__How to complete this task__.
Where a line of the entries holds the string "Fröhlichstrasse", copy that line.

__Data for analysis__.
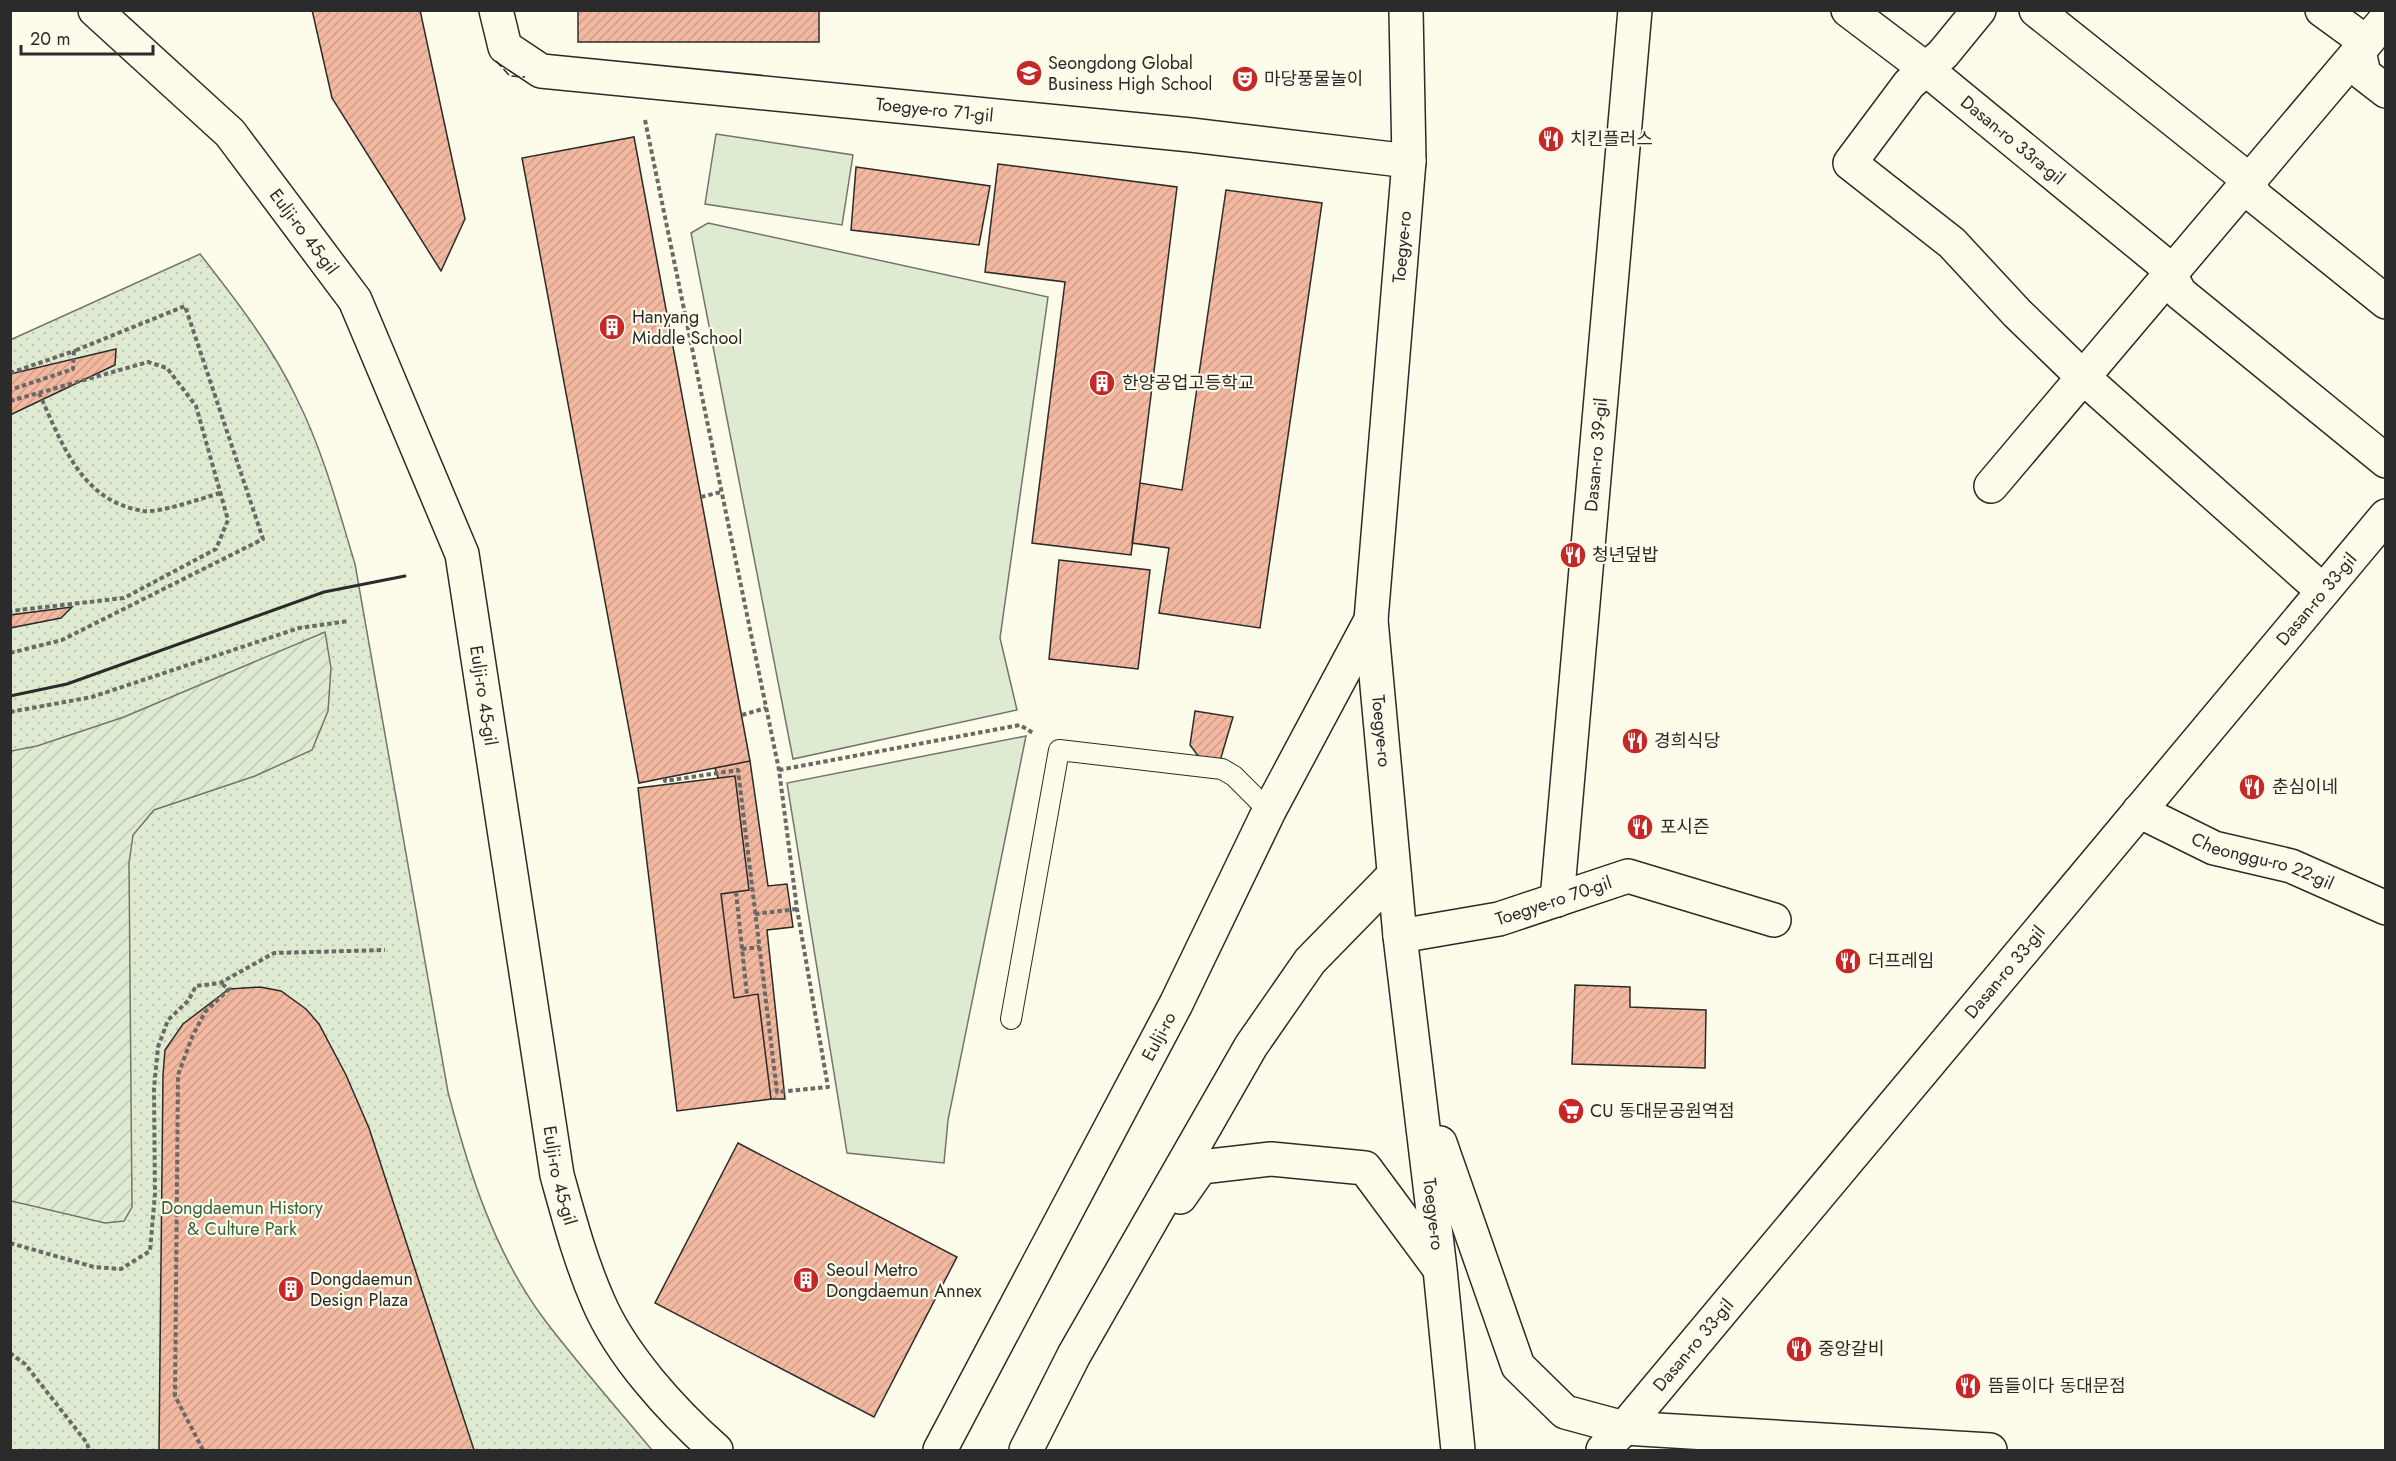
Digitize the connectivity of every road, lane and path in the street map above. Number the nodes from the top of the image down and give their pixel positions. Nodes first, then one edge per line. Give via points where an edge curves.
1 (95, 10) edge
2 (496, 10) edge
3 (1406, 10) edge
4 (1635, 10) edge
5 (1848, 10) edge
6 (1979, 10) edge
7 (2036, 10) edge
8 (2322, 10) edge
9 (2370, 37) edge
10 (1926, 69) junction
11 (637, 81) junction
12 (2385, 91) edge
13 (1409, 161) junction
14 (2248, 185) junction
15 (2172, 274) junction
16 (2385, 302) edge
17 (74, 351) junction
18 (10, 373) edge
19 (2084, 378) junction
20 (10, 390) edge
21 (39, 393) junction
22 (10, 401) edge
23 (2385, 461) edge
24 (1991, 486) dead end
25 (721, 492) junction
26 (220, 493) junction
27 (701, 497) dead end
28 (2385, 516) edge
29 (2323, 591) junction
30 (10, 611) edge
31 (1371, 620) junction
32 (349, 621) dead end
33 (10, 653) edge
34 (766, 708) junction
35 (10, 712) edge
36 (742, 715) dead end
37 (1059, 750) junction
38 (779, 770) junction
39 (665, 778) dead end
40 (1269, 811) junction
41 (2139, 811) junction
42 (1394, 875) junction
43 (736, 892) dead end
44 (1557, 900) junction
45 (2385, 908) edge
46 (797, 909) junction
47 (755, 914) junction
48 (1774, 920) dead end
49 (1400, 936) junction
50 (760, 947) junction
51 (742, 949) junction
52 (385, 950) dead end
53 (220, 983) junction
54 (747, 995) dead end
55 (1011, 1020) dead end
56 (1419, 1083) junction
57 (10, 1243) edge
58 (1440, 1269) junction
59 (10, 1353) edge
60 (1074, 1355) junction
61 (1614, 1439) edge
62 (89, 1450) edge
63 (203, 1450) edge
64 (715, 1450) edge
65 (940, 1450) edge
66 (1026, 1450) edge
67 (1458, 1450) edge
68 (1990, 1450) edge

1 - 64 street, Eulji-ro 45-gil via 230,133 355,300 462,554 557,1175 574,1240 599,1303 631,1356 669,1404
2 - 11 street, Toegye-ro 71-gil via 505,47 541,71
3 - 13 street, Toegye-ro
4 - 44 street, Dasan-ro 39-gil
5 - 10 street, Dasan-ro 33ra-gil
6 - 10 street
7 - 14 street via 2239,172
8 - 9 street
9 - 12 street via 2364,74
9 - 14 street
10 - 15 street, Dasan-ro 33ra-gil
10 - 19 street via 1910,84 1850,163 1952,243
11 - 13 street, Toegye-ro 71-gil via 1191,135
11 - 25 path
13 - 31 street, Toegye-ro
14 - 15 street
14 - 16 street via 2257,198
15 - 19 street
15 - 23 street, Dasan-ro 33ra-gil via 2180,293
17 - 18 path
17 - 20 path via 72,369
17 - 33 path via 185,306 262,539 62,640
19 - 24 street
19 - 29 street
21 - 22 path
21 - 26 path via 83,479 109,498 145,511
21 - 26 path via 148,362 167,368 196,406
25 - 27 path
25 - 34 path
26 - 30 path via 228,520 216,549 124,598
28 - 29 street, Dasan-ro 33-gil
29 - 41 street, Dasan-ro 33-gil
31 - 40 street, Eulji-ro
31 - 42 street, Toegye-ro
32 - 35 path via 299,628 92,697
34 - 36 path
34 - 38 path
37 - 38 path via 1020,724
37 - 40 lane via 1222,769
37 - 55 lane
38 - 46 path
39 - 47 path via 738,770
40 - 65 street, Eulji-ro via 1176,1004
41 - 45 street, Cheonggu-ro 22-gil via 2214,848 2291,866
41 - 61 street, Dasan-ro 33-gil
42 - 49 street, Toegye-ro
42 - 60 street via 1310,961 1251,1046
43 - 51 path
44 - 48 street, Toegye-ro 70-gil via 1628,876
44 - 49 street, Toegye-ro 70-gil via 1498,919
46 - 47 path
46 - 50 path via 828,1087 777,1092
47 - 50 path
49 - 56 street, Toegye-ro
50 - 51 path
51 - 54 path
52 - 53 path via 274,953
53 - 57 path via 196,986 188,1001 168,1020 159,1047 154,1088 155,1194 150,1251 121,1269 93,1267
53 - 63 path via 229,989 206,1012 178,1075 175,1396
56 - 58 street, Toegye-ro
56 - 61 street via 1518,1366 1565,1412
58 - 60 street via 1365,1168 1271,1158 1201,1167
58 - 67 street, Toegye-ro
59 - 62 path via 25,1364
60 - 66 street
61 - 68 street

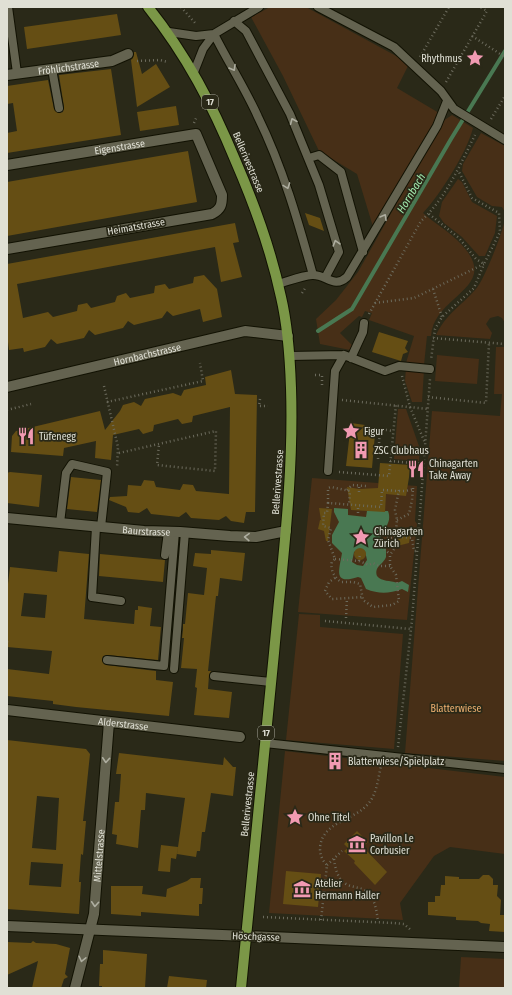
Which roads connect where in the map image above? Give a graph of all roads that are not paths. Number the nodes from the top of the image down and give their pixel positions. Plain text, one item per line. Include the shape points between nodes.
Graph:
1 (8, 7) edge
2 (148, 7) edge
3 (259, 7) edge
4 (318, 7) edge
5 (234, 21) junction
6 (169, 32) junction
7 (214, 34) junction
8 (128, 54) dead end
9 (52, 69) junction
10 (194, 72) junction
11 (12, 74) edge
12 (447, 101) junction
13 (59, 108) dead end
14 (505, 140) edge
15 (309, 158) junction
16 (7, 165) edge
17 (211, 167) joint
18 (7, 249) edge
19 (364, 252) junction
20 (313, 275) junction
21 (325, 278) junction
22 (278, 284) junction
23 (364, 323) road end
24 (288, 336) junction
25 (290, 356) junction
26 (348, 357) junction
27 (430, 369) road end
28 (7, 387) edge
29 (328, 471) road end
30 (7, 518) edge
31 (60, 523) junction
32 (99, 527) junction
33 (286, 530) junction
34 (176, 532) junction
35 (165, 555) dead end
36 (122, 600) dead end
37 (107, 660) dead end
38 (174, 669) dead end
39 (214, 676) dead end
40 (271, 682) junction
41 (7, 710) edge
42 (110, 722) junction
43 (240, 737) dead end
44 (265, 743) junction
45 (505, 769) edge
46 (7, 926) edge
47 (90, 930) junction
48 (246, 936) junction
49 (505, 947) edge
50 (75, 988) edge
51 (241, 988) edge

1 - 11 lane
2 - 6 main road, Bellerivestrasse / 17
3 - 5 lane
4 - 12 lane via 394,47 441,91
5 - 7 lane
15 -> 5 lane via 290,114 246,31
6 - 7 lane via 196,36
6 - 10 main road, Bellerivestrasse / 17
7 - 10 lane via 203,50
7 -> 20 lane via 245,90 275,155 299,220
8 - 9 street, Fröhlichstrasse via 112,62
9 - 11 street, Fröhlichstrasse
9 - 13 lane
10 - 22 main road, Bellerivestrasse / 17 via 218,119 255,206
12 - 14 lane via 454,109
19 -> 12 lane via 437,126
15 - 19 lane via 319,155 341,172
21 -> 15 lane via 339,252
16 - 17 street, Eigenstrasse via 196,134
17 - 18 street, Heimatstrasse via 222,195 222,206 212,214
19 - 21 lane via 344,280 335,282
20 - 21 lane
20 - 22 lane
22 - 24 main road, Bellerivestrasse / 17
23 - 26 lane via 363,332
24 - 25 main road, Bellerivestrasse / 17
24 - 28 street, Hornbachstrasse via 245,331
25 - 26 lane
25 - 33 main road, Bellerivestrasse / 17 via 292,421
26 - 27 lane via 385,371 399,366
26 - 29 lane via 335,371
30 - 31 street, Baurstrasse
31 - 32 street, Baurstrasse
31 - 32 lane via 66,473 72,464 107,472
32 - 34 street, Baurstrasse
32 - 36 lane via 92,597
33 -> 34 street, Baurstrasse via 256,537
33 - 40 main road, Bellerivestrasse / 17
34 - 35 lane
34 - 37 lane via 164,666
34 - 38 lane
39 - 40 lane
40 - 44 main road, Bellerivestrasse / 17
41 - 42 street, Alderstrasse
42 - 43 street, Alderstrasse
42 -> 47 street, Mittelstrasse via 94,914
44 - 45 lane
44 - 48 main road, Bellerivestrasse / 17
46 - 47 street, Höschgasse
47 - 48 street, Höschgasse
47 -> 50 street, Mittelstrasse
48 - 49 street, Höschgasse
48 - 51 main road, Bellerivestrasse / 17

__Result below__.
8 - 9 street, Fröhlichstrasse via 112,62
9 - 11 street, Fröhlichstrasse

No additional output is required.